Molte ragazze in Centroamerica restano incinta precocemente, i detrattori della Chiesa dicono che è responsabilità della Chiesa perché si oppone all’educazione sessuale: qual è la sua opinione sull’educazione sessuale?
"Nelle scuole bisogna dare educazione sessuale, il sesso è un dono di Dio, non è un mostro, è un dono di Dio per amare. Che poi alcuni lo usino per guadagnare soldi o sfruttare è un altro problema. Ma bisogna dare un’educazione sessuale oggettiva, senza colonizzazione ideologica. Se inizi dando un’educazione sessuale piena di colonizzazione ideologica distruggi la persona. Il sesso come dono di Dio deve essere educato. Educare nel senso di far emergere il meglio delle persone e accompagnarle lungo la strada. Il problema è il sistema: che maestri si scelgono per questo compito e che libri di testo. Ho visto qualche libro un po' sporco. Ci sono cose che fanno maturare e cose che fanno danni. L’ideale è iniziare da casa, ma non sempre è possibile”.

In questi giorni lei ha parlato con tanti ragazzi che si allontanano dalla Chiesa, o che trovano difficoltà. Secondo lei, quali sono i motivi che li allontanano dalla Chiesa?
"Sono tanti! Alcuni sono personali, ma i più generali! Il primo credo che sia la mancanza di testimonianza dei cristiani, dei preti, dei vescovi, non dico dei Papi perché è troppo... ma anche pure! La mancanza di testimonianza! Se un pastore fa l'imprenditore o l'organizzatore di un piano pastorale, o se un pastore non è vicino alla gente, questo pastore non dà testimonianza. Il pastore deve essere con la gente, deve essere davanti al gregge, per marcare il cammino, in mezzo al gregge, per sentire l'odore della gente, e capire cosa sente la gente, di quale cosa ha bisogno, come sente, e dietro al gregge per custodire la retroguardia. Ma se un pastore non vive con passione, la gente si sente abbandonata, orfana. Oltre ai pastori anche i cristiani, i cattolici ipocriti, che vanno tutte le domeniche a messa e poi non pagano la tredicesima, pagano in nero, sfruttano la gente, poi vanno ai Caraibi a fare le vacanze. 'Ma io sono cattolico, vado tutte le domeniche a messa!'. Se tu fai questo dai una contro testimonianza. È questo ciò che più allontana la gente dalla Chiesa. Io direi: non dire che sei un cattolico, se non dai testimonianza. Dì: 'Io sono di educazione cattolica ma sono tiepido, sono mondano, non guardate a me come modello'. Io ho paura dei cattolici così eh? Che si credono perfetti! Ma la storia si ripete, lo stesso Gesù coi dottori della legge, no? 'Ti ringrazio Signore perché non sono come questo... povero peccatore...'. Questa è la mancanza di testimonianza".

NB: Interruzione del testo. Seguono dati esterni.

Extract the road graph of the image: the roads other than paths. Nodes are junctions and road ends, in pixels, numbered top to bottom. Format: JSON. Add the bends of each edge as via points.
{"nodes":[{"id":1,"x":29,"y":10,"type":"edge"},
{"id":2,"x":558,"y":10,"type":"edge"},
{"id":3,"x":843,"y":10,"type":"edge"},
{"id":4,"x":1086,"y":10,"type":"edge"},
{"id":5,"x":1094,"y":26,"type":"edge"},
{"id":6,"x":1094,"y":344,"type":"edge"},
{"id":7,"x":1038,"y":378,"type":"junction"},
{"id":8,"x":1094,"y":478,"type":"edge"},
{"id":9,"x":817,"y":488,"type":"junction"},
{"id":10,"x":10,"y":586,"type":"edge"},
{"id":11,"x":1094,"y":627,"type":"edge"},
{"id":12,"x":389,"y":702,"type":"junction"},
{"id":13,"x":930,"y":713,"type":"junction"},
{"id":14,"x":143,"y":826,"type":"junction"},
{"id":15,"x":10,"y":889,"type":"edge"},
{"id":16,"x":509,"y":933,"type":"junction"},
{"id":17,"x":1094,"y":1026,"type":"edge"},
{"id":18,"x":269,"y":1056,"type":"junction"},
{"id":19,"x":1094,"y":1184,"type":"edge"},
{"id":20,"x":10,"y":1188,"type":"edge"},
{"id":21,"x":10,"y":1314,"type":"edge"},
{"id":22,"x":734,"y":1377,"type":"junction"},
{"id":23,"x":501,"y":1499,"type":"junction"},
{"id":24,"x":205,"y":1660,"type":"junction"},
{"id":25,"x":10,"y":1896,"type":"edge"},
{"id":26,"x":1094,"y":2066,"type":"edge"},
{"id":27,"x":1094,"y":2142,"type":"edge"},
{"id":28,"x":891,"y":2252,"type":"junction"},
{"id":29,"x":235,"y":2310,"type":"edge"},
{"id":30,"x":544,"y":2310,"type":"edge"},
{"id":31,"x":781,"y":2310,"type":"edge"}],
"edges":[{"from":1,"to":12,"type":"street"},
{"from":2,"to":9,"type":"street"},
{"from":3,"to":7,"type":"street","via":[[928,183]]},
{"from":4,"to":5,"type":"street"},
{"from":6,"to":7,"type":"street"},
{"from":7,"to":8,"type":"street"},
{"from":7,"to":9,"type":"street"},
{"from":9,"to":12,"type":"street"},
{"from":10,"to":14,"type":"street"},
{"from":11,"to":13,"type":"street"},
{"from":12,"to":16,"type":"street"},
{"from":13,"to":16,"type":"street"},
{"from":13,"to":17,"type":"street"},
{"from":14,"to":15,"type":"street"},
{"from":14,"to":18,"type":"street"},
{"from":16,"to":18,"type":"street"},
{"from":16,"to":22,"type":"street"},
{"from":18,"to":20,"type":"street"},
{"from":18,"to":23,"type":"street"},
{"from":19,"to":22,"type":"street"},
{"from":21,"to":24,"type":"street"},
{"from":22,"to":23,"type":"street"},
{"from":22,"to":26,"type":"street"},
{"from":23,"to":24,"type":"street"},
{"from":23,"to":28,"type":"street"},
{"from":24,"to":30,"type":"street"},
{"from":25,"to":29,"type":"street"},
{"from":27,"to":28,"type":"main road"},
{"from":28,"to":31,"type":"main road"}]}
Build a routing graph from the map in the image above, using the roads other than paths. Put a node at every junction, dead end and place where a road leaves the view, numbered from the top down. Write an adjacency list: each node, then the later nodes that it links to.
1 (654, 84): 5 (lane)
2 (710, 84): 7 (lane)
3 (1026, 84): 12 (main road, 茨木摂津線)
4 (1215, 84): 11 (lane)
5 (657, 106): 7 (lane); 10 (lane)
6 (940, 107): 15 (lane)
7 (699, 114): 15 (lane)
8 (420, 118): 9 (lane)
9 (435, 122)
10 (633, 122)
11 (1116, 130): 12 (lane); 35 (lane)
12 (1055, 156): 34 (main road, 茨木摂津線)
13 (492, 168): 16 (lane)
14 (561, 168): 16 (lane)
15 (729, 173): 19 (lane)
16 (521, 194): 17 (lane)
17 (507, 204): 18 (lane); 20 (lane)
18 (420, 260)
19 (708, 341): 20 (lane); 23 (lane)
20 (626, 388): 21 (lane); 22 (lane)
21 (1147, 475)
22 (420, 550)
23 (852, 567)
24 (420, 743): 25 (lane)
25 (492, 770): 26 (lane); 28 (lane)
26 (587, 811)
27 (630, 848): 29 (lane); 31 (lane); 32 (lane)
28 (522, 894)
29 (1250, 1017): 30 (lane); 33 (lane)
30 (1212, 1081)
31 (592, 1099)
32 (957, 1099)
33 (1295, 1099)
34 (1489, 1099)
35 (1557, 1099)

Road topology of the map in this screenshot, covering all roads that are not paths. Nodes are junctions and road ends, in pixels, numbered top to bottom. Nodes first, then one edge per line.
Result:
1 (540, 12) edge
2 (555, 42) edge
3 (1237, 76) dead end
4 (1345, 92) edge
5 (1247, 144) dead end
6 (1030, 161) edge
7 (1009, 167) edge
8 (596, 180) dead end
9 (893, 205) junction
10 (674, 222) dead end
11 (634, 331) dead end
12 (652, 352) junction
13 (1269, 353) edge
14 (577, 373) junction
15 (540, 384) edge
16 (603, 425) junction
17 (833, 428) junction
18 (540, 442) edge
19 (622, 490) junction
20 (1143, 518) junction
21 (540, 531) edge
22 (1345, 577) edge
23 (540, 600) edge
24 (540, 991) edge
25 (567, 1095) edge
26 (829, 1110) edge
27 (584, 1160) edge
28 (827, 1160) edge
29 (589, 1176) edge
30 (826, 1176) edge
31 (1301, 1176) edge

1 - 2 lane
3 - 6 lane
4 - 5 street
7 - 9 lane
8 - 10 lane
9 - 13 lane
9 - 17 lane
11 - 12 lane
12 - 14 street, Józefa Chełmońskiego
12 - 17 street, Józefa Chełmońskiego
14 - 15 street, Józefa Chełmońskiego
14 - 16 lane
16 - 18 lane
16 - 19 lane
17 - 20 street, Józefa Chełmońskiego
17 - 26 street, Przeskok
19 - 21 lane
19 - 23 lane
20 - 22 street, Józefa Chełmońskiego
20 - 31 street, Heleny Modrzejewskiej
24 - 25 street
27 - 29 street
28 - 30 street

Tanti cattolici americani pregano per la Chiesa, ma molti si sentono traditi e abbattuti dopo le recenti notizie di abusi e insabbiamento da parte di alcuni vescovi e hanno perso fiducia in loro. Quali sono le sue aspettative e speranze per l’incontro di febbraio affinché la Chiesa possa ricominciare a ricostruire la fiducia fra i fedeli e i loro vescovi?
"L'idea di questo è nata nel G9 perché noi vedevamo che alcuni vescovi non capivano bene o non sapevano cosa fare o facevano una cosa buona e un'altra sbagliata e abbiamo sentito la responsabilità di dare una "catechesi" su questo problema alle conferenze episcopali. Per questo si chiamano i presidenti. Una catechesi che, primo, aiuti a prendere coscienza del dramma, cos'è un bambino abusato, una bambina abusata. Io ricevo con regolarità gente abusata. Ricordo uno che è stato quarant’anni senza poter pregare. È terribile questo, la sofferenza è terribile. Primo: che si prenda coscienza di questo. Secondo: che si sappia cosa si deve fare, la procedura, perché tante volte il vescovo non sa cosa fare. Che si facciano programmi generali che arrivino a tutte le conferenze episcopali. Cosa deve fare il vescovo, cosa deve fare l’arcivescovo che è il metropolita, cosa deve fare il presidente della conferenza episcopale. Che vi siano dei protocolli che siano chiari. Poi lì si farà preghiera, ci sarà qualche testimonianza per aiutare a prendere coscienza e poi qualche liturgia penitenziale per chiedere perdono per tutta la Chiesa. Io mi permetto di dire che ho percepito un po' un’aspettativa gonfiata. Bisogna sgonfiare le aspettative a questi punti che ho detto. Perché il problema degli abusi continuerà, è un problema umano, ma umano dappertutto. Ho letto una statistica l'altro giorno: il 5 per cento di chi è denunciato viene condannato, è terribile. È un dramma umano e dobbiamo prenderne coscienza. Anche noi risolvendo il problema nella Chiesa, ma prendendone coscienza, aiuteremo a risolverlo nella società, nelle famiglie dove la vergogna fa coprire tutto. Ma prima dobbiamo prendere coscienza, avere i protocolli e andare avanti".